Allerdings stimmt es, dass wir die Kosten noch deutlich senken müssen. Die Batterie ist hier der Schlüssel, da sie alleine 80 Prozent der Kosten des Antriebsstrangs ausmacht. Wir sind zuversichtlich, dass wir bis 2020 die Kosten von Batterien halbieren und deren Energiedichte verdoppeln können.

Bosch hat sich von der verlustbringenden Solarsparte getrennt, dafür das Gemeinschaftsunternehmen mit Siemens für Hausgeräte komplett übernommen. Wie schätzen Sie das Tempo der Vernetzung von Hausgeräten ein? Wann gibt es den Kühlschrank, der automatisch per Internet die Milch nachbestellt?

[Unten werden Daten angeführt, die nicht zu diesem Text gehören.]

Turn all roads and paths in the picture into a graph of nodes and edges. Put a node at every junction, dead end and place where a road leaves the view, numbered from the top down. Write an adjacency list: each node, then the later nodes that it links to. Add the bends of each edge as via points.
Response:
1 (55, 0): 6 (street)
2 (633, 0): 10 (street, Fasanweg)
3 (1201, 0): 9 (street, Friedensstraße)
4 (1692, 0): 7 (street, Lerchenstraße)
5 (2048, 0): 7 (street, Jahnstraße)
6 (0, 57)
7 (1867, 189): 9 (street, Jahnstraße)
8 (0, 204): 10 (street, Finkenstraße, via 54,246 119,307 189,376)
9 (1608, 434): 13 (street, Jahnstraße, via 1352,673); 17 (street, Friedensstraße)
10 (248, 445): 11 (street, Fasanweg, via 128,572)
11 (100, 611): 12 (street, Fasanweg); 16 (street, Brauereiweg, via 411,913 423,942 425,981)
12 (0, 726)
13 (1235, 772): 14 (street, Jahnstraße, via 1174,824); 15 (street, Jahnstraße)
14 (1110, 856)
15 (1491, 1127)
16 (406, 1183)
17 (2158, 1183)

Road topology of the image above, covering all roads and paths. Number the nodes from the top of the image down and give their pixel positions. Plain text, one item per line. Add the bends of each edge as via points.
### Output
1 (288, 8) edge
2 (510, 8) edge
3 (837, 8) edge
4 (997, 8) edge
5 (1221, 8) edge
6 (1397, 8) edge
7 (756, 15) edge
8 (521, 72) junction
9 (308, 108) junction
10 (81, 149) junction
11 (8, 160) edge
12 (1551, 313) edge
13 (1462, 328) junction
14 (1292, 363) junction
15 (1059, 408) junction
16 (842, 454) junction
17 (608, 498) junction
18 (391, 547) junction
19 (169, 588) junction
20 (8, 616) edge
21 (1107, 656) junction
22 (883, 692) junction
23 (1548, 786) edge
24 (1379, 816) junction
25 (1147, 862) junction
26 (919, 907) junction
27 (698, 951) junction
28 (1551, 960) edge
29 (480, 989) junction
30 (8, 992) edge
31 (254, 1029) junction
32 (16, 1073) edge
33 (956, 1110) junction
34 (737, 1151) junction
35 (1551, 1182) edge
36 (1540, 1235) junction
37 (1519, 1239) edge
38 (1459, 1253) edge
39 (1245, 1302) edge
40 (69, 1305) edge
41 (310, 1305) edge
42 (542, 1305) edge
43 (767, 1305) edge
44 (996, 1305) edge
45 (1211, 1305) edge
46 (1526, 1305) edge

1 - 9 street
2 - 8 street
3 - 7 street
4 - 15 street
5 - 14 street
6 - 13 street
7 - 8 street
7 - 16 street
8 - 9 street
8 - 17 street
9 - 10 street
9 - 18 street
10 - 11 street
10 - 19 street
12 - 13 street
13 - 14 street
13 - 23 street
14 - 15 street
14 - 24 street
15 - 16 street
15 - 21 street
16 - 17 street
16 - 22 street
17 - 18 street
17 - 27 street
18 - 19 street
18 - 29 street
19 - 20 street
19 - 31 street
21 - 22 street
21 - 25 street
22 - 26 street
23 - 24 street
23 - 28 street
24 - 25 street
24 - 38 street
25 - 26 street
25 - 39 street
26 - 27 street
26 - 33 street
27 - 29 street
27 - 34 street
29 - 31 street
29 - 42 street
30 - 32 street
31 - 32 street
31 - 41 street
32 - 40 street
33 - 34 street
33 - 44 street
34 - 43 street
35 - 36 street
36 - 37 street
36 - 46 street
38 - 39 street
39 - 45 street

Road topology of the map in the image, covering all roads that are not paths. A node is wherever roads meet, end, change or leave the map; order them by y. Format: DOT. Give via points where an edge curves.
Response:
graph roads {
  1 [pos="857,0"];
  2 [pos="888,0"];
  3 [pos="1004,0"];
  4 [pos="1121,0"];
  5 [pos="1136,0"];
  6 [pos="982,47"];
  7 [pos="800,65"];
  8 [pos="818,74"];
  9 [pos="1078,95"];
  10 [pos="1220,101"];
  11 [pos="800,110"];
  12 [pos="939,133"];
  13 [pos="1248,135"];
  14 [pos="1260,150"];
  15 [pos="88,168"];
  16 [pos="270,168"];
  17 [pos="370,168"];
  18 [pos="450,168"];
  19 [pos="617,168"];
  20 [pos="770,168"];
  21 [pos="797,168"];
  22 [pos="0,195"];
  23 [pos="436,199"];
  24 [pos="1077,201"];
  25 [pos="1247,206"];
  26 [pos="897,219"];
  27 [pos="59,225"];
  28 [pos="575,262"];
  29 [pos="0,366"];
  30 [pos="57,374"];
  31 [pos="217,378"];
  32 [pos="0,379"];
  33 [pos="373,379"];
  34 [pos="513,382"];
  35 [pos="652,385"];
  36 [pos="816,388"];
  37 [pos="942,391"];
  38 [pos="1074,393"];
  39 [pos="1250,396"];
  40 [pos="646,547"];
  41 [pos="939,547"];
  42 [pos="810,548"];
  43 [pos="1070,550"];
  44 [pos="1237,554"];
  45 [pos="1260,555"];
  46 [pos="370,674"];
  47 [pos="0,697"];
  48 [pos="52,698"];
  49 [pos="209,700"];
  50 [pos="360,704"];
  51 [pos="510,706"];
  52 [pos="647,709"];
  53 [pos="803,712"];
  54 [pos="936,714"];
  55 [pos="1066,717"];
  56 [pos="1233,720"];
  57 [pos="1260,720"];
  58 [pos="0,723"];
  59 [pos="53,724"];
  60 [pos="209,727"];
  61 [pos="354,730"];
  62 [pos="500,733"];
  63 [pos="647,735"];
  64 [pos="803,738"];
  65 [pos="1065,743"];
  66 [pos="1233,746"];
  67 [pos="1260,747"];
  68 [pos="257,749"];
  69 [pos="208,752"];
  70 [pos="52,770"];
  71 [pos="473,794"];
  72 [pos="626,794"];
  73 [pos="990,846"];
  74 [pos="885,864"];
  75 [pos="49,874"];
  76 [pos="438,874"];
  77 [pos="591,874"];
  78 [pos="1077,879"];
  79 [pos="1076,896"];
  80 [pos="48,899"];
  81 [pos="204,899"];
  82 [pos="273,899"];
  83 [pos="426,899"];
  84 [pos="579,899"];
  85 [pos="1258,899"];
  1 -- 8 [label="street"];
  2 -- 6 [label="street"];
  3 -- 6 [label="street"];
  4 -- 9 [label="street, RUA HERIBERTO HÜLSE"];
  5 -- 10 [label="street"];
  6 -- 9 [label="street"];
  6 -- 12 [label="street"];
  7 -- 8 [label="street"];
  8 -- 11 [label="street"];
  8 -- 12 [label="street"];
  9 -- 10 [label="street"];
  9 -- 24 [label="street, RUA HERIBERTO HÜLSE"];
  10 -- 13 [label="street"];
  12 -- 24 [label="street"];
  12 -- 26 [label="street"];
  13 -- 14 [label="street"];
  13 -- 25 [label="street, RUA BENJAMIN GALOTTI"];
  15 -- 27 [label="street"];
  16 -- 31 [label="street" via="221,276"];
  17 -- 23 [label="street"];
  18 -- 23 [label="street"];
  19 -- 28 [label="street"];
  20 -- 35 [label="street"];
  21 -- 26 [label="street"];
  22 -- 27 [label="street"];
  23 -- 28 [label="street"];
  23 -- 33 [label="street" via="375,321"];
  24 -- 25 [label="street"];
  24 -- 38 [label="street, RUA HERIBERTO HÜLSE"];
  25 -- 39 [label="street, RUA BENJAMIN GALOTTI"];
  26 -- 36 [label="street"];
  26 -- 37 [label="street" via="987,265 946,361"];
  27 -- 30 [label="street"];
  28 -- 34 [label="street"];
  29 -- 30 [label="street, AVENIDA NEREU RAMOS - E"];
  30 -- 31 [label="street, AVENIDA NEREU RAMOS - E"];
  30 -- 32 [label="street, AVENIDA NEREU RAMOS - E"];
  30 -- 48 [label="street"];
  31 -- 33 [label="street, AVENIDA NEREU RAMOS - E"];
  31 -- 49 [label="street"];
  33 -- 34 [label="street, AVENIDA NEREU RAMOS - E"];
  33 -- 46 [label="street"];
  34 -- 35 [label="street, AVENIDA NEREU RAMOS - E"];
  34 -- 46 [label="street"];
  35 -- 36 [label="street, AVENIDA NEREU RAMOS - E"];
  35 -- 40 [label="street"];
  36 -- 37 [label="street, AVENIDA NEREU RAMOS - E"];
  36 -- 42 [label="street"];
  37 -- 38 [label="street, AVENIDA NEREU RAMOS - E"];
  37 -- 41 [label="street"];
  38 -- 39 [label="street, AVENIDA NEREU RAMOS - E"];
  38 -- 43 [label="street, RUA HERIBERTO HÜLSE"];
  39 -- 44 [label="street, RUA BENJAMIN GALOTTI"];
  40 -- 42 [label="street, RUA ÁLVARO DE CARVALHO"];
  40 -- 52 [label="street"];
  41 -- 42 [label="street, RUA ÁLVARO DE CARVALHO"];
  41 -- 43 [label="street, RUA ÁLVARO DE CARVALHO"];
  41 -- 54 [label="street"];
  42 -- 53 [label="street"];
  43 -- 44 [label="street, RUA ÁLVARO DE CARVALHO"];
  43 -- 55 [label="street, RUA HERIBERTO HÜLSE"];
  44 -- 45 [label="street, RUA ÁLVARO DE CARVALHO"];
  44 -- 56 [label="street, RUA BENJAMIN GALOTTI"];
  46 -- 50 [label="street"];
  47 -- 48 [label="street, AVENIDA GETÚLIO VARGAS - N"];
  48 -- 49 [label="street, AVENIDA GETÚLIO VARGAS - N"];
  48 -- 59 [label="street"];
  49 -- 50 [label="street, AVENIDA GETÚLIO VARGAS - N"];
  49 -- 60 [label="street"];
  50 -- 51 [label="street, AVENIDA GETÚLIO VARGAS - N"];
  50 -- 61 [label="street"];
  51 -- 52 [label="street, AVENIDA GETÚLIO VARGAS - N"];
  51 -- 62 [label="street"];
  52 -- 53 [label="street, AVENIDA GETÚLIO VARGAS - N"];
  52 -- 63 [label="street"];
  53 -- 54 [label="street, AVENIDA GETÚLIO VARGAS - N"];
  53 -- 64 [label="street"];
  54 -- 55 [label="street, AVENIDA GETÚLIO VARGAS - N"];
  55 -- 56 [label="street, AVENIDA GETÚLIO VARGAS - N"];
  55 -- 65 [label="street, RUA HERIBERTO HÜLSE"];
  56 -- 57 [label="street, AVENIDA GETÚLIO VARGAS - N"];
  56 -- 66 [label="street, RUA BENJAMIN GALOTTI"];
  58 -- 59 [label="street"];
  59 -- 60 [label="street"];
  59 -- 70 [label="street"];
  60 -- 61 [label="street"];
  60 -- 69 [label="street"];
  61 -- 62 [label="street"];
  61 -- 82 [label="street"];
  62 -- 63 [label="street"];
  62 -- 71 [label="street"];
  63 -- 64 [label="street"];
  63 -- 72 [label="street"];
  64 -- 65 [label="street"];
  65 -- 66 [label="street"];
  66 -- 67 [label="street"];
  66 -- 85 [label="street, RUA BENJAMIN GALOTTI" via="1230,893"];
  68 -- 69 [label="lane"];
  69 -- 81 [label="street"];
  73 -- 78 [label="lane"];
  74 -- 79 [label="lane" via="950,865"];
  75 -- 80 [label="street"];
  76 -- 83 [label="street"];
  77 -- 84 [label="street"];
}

Denner: Seit Ende vergangenen Jahres können Kunden schon vernetzte Hausgeräte von Bosch kaufen. Spätestens im Herbst wird es in allen Produktkategorien vernetzte Geräte der BSH Hausgeräte GmbH geben. Mit einem Kühlschrank mit Home Connect-Funktion können Sie unterwegs auf Ihrem Smartphone auch Bilder aus dem Inneren Ihres Kühlschranks abrufen. Sie sehen dann, wie viel Milch noch da ist und ob Sie welche besorgen müssen.

Über die Home Connect App können Sie künftig nicht nur Ihre Geräte vernetzen, sondern auch weitere Dienstleistungen wie Lebensmittellieferungen organisieren. Wichtig ist natürlich, dass wir unseren Kunden Lösungen und Funktionen anbieten, die für sie von Nutzen sind. Diese konsequente Nutzerorientierung wird ein Schlüssel zum Erfolg der Vernetzung sein.

Nur ein Standort von Bosch liegt im Ruhrgebiet. Halten Sie an den Verkaufsplänen für die Windkraftgetriebe-Fertigung in Witten fest?

Denner: Wir stehen derzeit im Gespräch mit einem Industrieunternehmen, das Interesse am Erwerb der Großgetriebesparte von Bosch Rexroth, die in Witten ansässig ist, geäußert hat. Wir nehmen uns für die Gespräche die Zeit, die wir brauchen, um eine für alle Seiten tragfähige Lösung zu finden. Bitte haben Sie Verständnis, dass ich dazu aktuell nicht mehr sagen kann.